A Tale from Pete the Cat

The box arrived, and the scent was all wrong. Not the promising cardboard-and-fish-oil aroma of a proper delivery, but the sterile, plasticky scent of… disappointment. My human, with that hopeful glint in her eye she gets before introducing a new toy destined for the under-the-sofa graveyard, pulled them out. Four of them. Small, silent, and staring with unnervingly serene expressions. She called them her "new little helpers." I called them The Council. For days, The Council sat on the mantelpiece, their vinyl skin gleaming in the afternoon sun, their painted-on eyes following my every move. They judged my napping technique, my pouncing form, my very existence. The small human, a visiting creature known as "Niece," would occasionally take one down, wrap it in a scrap of cloth, and whisper nonsense to it. I watched from my perch on the armchair, unimpressed. This was not play. This was a tedious rehearsal for servitude, a skill my humans had already perfected in my name.
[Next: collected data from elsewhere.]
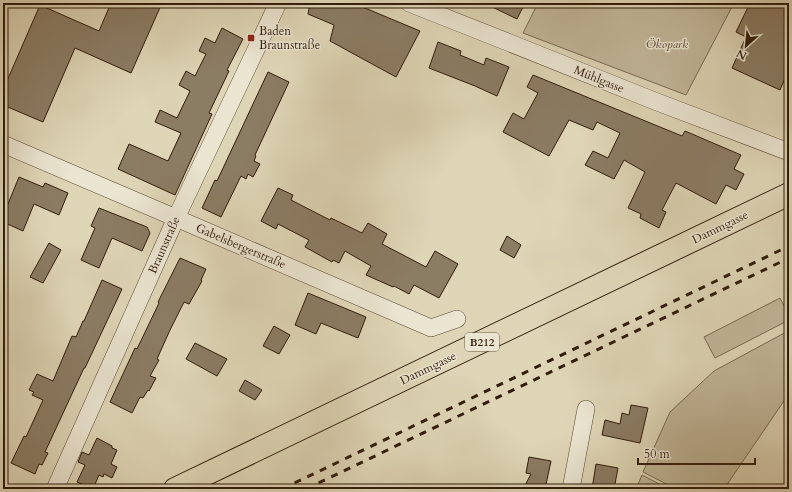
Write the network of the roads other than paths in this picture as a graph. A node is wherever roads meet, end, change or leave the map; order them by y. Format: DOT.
graph roads {
  1 [pos="278,3"];
  2 [pos="409,3"];
  3 [pos="3,144"];
  4 [pos="789,152"];
  5 [pos="789,194"];
  6 [pos="176,218"];
  7 [pos="457,319"];
  8 [pos="586,408"];
  9 [pos="55,489"];
  10 [pos="175,489"];
  11 [pos="571,489"];
  1 -- 6 [label="street, Braunstraße"];
  2 -- 4 [label="street, Mühlgasse"];
  3 -- 6 [label="street, Gabelsbergerstraße"];
  5 -- 10 [label="main road, Dammgasse / B212"];
  6 -- 7 [label="street, Gabelsbergerstraße"];
  6 -- 9 [label="street, Braunstraße"];
  8 -- 11 [label="street"];
}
One evening, during my customary 3 a.m. patrol of the silent house, I found one of them—the one with the darkest skin and kindest painted smile—had been left on the floor. It was a clear breach of protocol. I nudged it with my nose. It was solid, unyielding. I batted it with a soft paw, my claws carefully retracted. It simply rolled onto its side, its diaper crinkling faintly. Then, an idea, brilliant and devious, sparked in my mind. This was not a companion. This was an alibi. The next morning, the precariously balanced porcelain bird was shattered on the floor. My human gasped. I, however, was curled up asleep on the other side of the room, the picture of innocence. And who was lying next to the ceramic wreckage, looking utterly guilty with its blank, unblinking stare? A member of The Council. They were perfect. Not as toys, heavens no. But as silent scapegoats, as my own personal patsies. They could stay. They were, in their own useless way, quite constructive after all.